El Cocuy National Park is a national park located in the Andes Mountains within the nation of Colombia. Its official name is Parque Nacional Natural El Cocuy.

==Geology==
Because of its high altitude, and although it is located close to the equator, El Cocuy is characterized by post-glacial geological morphology, including steep slopes, cirques, moraines, and glacier-gouged lakes La Pintada and La Cuadrada. The park's topography covers 4,500 meters (15,000 feet) from its lowest point to its highest point. The park is visited by climbers and rockclimbers of all skill levels.

==Geography==
El Cocuy National Park is located in the Department of Boyacá, near the villages of El Cocuy and Güicán.

== Hydrography ==
El Cocuy National Park plays a key role in regional water regulation, as it is the source of numerous bodies of water that originate in its interior and feed three large hydrographic basins: the Arauca River (with tributaries such as the Cusay and Cabugón rivers), the Casanare River (including the Nevado and Tame rivers) and the Chicamocha River subzone, with tributaries such as the Playitas and Orozco rivers. This water network supplies water to municipalities and villages in the departments of Boyacá, Arauca and Casanare.
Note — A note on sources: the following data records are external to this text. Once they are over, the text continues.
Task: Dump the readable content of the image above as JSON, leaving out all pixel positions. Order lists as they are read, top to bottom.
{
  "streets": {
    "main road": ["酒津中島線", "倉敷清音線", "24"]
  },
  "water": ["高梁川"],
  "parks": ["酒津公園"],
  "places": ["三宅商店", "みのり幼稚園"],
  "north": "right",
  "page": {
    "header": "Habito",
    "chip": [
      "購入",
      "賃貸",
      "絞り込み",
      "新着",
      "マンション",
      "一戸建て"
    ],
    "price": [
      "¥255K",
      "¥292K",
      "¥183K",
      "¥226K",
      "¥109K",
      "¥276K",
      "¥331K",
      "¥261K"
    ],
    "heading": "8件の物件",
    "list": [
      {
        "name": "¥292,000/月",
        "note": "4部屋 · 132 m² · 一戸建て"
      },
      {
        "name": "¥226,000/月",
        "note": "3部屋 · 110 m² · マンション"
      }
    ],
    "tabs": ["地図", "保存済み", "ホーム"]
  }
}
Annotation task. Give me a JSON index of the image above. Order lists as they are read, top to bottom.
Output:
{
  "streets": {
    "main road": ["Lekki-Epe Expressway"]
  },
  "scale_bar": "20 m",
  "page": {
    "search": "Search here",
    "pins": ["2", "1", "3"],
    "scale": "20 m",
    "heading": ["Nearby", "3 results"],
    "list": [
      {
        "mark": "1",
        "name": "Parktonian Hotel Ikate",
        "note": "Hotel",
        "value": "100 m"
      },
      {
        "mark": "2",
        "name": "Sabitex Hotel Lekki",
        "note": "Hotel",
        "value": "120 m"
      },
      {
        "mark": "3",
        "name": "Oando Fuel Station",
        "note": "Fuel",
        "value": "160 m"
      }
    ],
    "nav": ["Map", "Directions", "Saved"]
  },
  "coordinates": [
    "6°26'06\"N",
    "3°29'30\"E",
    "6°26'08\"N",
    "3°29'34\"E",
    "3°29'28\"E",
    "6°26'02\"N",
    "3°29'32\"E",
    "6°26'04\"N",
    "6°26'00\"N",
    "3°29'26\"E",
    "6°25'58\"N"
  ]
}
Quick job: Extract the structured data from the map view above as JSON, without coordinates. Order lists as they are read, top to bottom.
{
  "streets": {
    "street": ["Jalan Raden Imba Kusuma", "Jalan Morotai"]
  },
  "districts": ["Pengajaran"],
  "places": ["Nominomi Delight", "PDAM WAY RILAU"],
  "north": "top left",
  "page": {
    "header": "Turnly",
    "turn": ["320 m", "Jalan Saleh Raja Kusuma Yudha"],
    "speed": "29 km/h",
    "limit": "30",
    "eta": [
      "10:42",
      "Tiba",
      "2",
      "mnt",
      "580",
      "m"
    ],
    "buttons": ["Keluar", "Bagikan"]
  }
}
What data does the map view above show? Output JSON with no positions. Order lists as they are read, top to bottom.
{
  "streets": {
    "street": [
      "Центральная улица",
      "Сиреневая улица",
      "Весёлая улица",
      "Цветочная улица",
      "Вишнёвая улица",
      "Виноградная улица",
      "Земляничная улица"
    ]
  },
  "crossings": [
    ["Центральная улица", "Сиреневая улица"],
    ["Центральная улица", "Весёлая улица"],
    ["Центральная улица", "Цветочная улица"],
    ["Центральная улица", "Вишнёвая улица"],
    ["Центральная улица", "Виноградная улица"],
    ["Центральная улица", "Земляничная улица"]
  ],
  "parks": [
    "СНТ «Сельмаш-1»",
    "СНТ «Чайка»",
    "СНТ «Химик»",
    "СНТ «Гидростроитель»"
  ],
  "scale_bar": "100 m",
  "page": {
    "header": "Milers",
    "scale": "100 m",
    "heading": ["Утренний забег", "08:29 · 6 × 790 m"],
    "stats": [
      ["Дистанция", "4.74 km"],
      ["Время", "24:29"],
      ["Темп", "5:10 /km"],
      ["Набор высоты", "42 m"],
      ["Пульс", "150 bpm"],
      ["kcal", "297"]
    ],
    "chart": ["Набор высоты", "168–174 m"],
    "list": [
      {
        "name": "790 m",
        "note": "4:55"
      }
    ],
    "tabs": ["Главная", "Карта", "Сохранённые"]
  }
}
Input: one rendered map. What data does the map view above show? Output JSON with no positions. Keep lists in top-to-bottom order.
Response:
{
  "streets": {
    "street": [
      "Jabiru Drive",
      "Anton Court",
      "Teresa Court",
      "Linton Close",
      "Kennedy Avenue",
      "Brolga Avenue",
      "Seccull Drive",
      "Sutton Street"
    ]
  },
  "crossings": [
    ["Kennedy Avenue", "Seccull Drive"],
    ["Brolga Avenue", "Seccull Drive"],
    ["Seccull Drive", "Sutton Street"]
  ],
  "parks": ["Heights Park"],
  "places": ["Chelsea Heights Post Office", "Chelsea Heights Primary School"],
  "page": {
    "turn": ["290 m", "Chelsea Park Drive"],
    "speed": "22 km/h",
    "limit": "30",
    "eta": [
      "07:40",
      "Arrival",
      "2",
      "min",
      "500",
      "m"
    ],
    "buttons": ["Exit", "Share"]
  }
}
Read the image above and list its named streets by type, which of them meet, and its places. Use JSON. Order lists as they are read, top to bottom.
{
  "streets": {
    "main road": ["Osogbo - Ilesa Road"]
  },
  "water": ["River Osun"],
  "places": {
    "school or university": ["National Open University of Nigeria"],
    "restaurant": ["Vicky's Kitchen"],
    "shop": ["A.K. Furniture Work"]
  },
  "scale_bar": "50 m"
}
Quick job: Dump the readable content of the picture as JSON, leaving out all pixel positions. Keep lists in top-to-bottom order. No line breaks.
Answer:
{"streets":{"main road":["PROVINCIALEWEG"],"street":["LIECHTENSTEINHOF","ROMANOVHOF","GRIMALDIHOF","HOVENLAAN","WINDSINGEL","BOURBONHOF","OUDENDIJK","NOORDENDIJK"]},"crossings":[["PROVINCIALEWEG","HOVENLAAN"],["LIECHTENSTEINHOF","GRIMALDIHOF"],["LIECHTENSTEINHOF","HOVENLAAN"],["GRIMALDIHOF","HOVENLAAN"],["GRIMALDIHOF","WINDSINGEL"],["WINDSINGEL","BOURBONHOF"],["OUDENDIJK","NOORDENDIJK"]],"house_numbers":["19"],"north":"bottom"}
In addition, the park contributes significantly to climate regulation, acting as a carbon sink thanks to its páramo and Andean forest ecosystems, which helps mitigate the effects of climate change. Its capacity to capture, store and release water, in addition to its influence on regional temperature and humidity, makes the park an essential ecological pillar, for environmental sustainability and the well-being of the community in its area of influence.

== Climate ==
The climate of El Cocuy National Park varies greatly due to its broad altitudinal range, that goes from 600 meters (1968.5 feet) to 5330 meters (17487 feet) over sea level. This variation brings about multiple microclimates, with temperatures that go from -4°C (24.8°F) on the upper parts, up to 24°C (75.2°F) on the lower parts. On the high mountain predominates a cold and dry climate with occasionals snowfalls, strong solar radiation and frequent fog presence. The precipitation is moderate and distributed between dry and humid seasons typical of the Andean region. These weather conditions directly influence in the distribution of the ecosystems, from cold highlands to warmer forests in the foothills of the plains.

==Current events==
The national park's glacial heritage has made climate change a key element in the park's future. An 1851 watercolor of the "Great Snowfields near Güicán" shows Mount Chita fully capped in snow. As of 2009, the national park's historic icefield has shrunk to scattered snowcaps, and is expected to entirely disappear within a few decades.